ГАЛУЗИНСКАЯ КОМИССИЯ
ГАЛУЗИНСКАЯ КОМИССИЯ
Ой як стали вражi ляхи
Та й радити раду,
Соколоньку Кармалюку
Готувати зраду…
«В этот новый период своей жизни, — пишет Ролле, — Кармалюк оказался в полном смысле разбойником. Разбой организовывается теперь широко, не ограничиваясь волостью, уездом, даже губернией. Отряды его рассеиваются по всему юго-западному краю. Даже переходят его.
Предводительствует всей этой толпой разбойников Кармалюк, для которого решетка тюрьмы и пуля — ничто; ссылка в Сибирь, при уверенности в скором возвращении, — приятная прогулка; тысячи палок, падающих на его спину, — укушение комара; кнут — едва чувствительная неприятность.
Кармалюк — олицетворение силы в глазах крестьян, олицетворение ловкости в отношении полиции.
Крестьяне верят в его сверхъестественное могущество. Если он нападает, то так ловко и неожиданно, что ему поддается даже значительная сила. Полиция получает постоянно заявления о разбоях, преследует разбойников почти по пятам. Но по малочисленности своей должна звать мужиков на помощь, а они уже большей частью стоят на стороне разбойников и помогают им скрываться.
Кармалюк среди белого дня переходит от хаты до хаты, бывает на храмовых праздниках, крестит детей у мирных хозяев. Переодетый или отставным солдатом, или чумаком, ходит по панским садам, спокойно присматриваясь к расположению места, чтобы полученными в течение дня сведениями воспользоваться при ночном нападении. Сельская стража действительно караулит по селам, но этим только оберегает его безопасность. Что это было так, достаточно сказать, что он скрывался в продолжение трех лет в тех местах, которые были почти на осадном положении».

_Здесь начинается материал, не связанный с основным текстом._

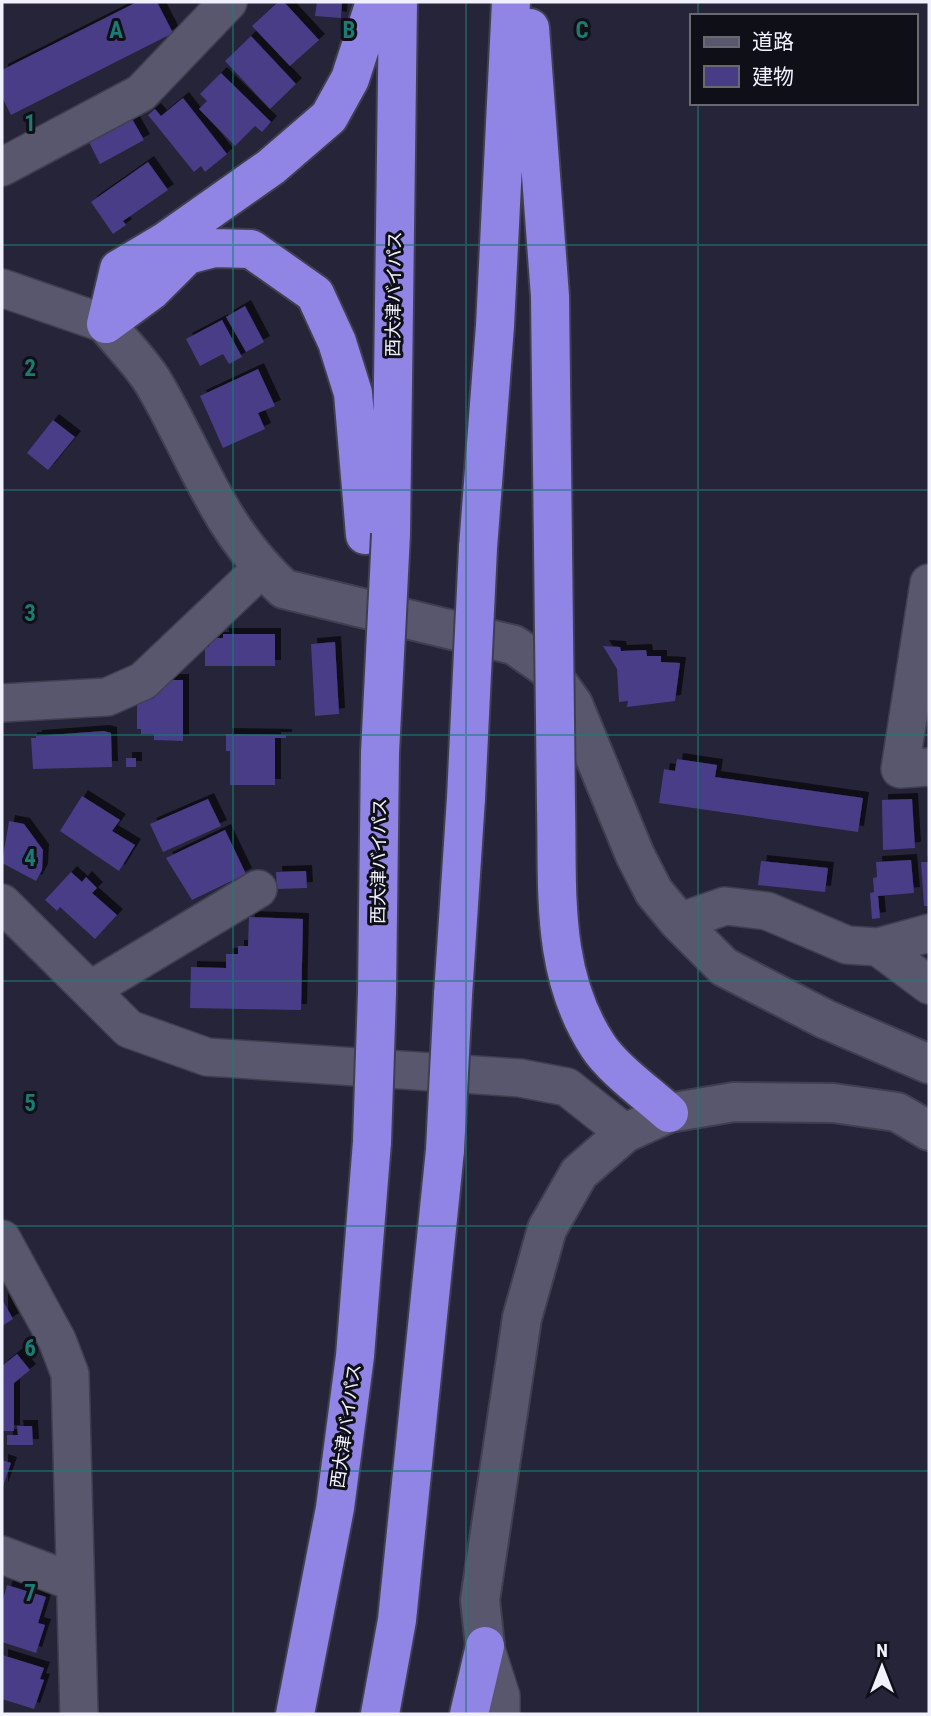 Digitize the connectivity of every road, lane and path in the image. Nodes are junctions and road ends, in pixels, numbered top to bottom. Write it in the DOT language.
graph roads {
  1 [pos="228,2"];
  2 [pos="375,2"];
  3 [pos="398,2"];
  4 [pos="512,2"];
  5 [pos="528,2"];
  6 [pos="2,167"];
  7 [pos="2,289"];
  8 [pos="106,324"];
  9 [pos="378,534"];
  10 [pos="262,568"];
  11 [pos="929,583"];
  12 [pos="2,703"];
  13 [pos="929,767"];
  14 [pos="258,889"];
  15 [pos="2,903"];
  16 [pos="679,922"];
  17 [pos="929,933"];
  18 [pos="878,947"];
  19 [pos="929,985"];
  20 [pos="90,990"];
  21 [pos="929,1064"];
  22 [pos="669,1113"];
  23 [pos="929,1131"];
  24 [pos="625,1133"];
  25 [pos="2,1239"];
  26 [pos="2,1555"];
  27 [pos="74,1581"];
  28 [pos="485,1646"];
  29 [pos="79,1714"];
  30 [pos="295,1714"];
  31 [pos="380,1714"];
  32 [pos="469,1714"];
  33 [pos="501,1714"];
  1 -- 6 [label="street"];
  2 -- 8 [label="highway"];
  3 -- 9 [label="highway, 西大津バイパス"];
  4 -- 31 [label="highway, bridge"];
  5 -- 22 [label="highway, bridge"];
  7 -- 8 [label="street"];
  8 -- 9 [label="highway"];
  8 -- 10 [label="street"];
  9 -- 30 [label="highway, 西大津バイパス, bridge"];
  10 -- 12 [label="street"];
  10 -- 16 [label="street"];
  11 -- 13 [label="street"];
  14 -- 20 [label="street"];
  15 -- 20 [label="street"];
  16 -- 18 [label="street"];
  16 -- 21 [label="street"];
  17 -- 18 [label="street"];
  18 -- 19 [label="street"];
  20 -- 24 [label="street"];
  22 -- 23 [label="street"];
  22 -- 24 [label="street"];
  24 -- 28 [label="street"];
  25 -- 27 [label="street"];
  26 -- 27 [label="street"];
  27 -- 29 [label="street"];
  28 -- 32 [label="highway"];
  28 -- 33 [label="street"];
}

К этому следует добавить, что написал это человек, который ставил своей целью, берясь за очерк жизни Кармалюка, очернить славного рыцаря. Но факты, сохранившиеся в судебных делах, — а многие из тех дел, которые читал Антоний Ролле, к сожалению, не дошли до нас, — в народных песнях и преданиях, как видно, вынуждали даже этого шляхетского публициста говорить правду о Кармалюке.
Гренадерского графа Аракчеева полка отставной подполковник Дембицкий 1 ноября 1833 года остановился на ночлег в корчме «Выгода», расположенной недалеко от села Галузинцы. Вез он деньги, казенные ордена, патенты на чины, грамоты на ордена и прочие ценные бумаги. Да несколько возов своего добра, благоприобретенного на взятки, которые он брал, используя служебное положение.
Галузинская корчма «Выгода» стояла между Баром и Шаргородом. Располагалась она на холме, возвышавшемся в лесу. Большие постройки, окруженные забором, дубовые ворота с запорами, удобные комнаты — все это привлекало проезжих. А главное: в этом месте ехавших из Бара в Шаргород заставала ночь. Добрался к этой корчме уже ночью и Дембицкий, а потому и остановился в ней. Арендаря корчмы не было: он уехал с женой на свадьбу к родственникам. Это показалось подполковнику подозрительным, но ехать ночью дальше тоже было опасно, и он приказал слугам сгружать все добро с возов в корчму.
Когда уже все спали, кто-то постучался в окно. Сторож Фроим, на попечение которого арендарь оставил корчму, не спешил открывать. Но стук повторился настойчивее. Фроим подошел к окну, спросил:
— Хто там?
— Фроим, це ты?
— Я. А шо, пану, треба?
— Вынесы горилкы! — Хозяина нема.
— Давай! Давай, колы просять! — уже не тоном просьбы, а тоном приказа сказал тот, кто стоял под окном.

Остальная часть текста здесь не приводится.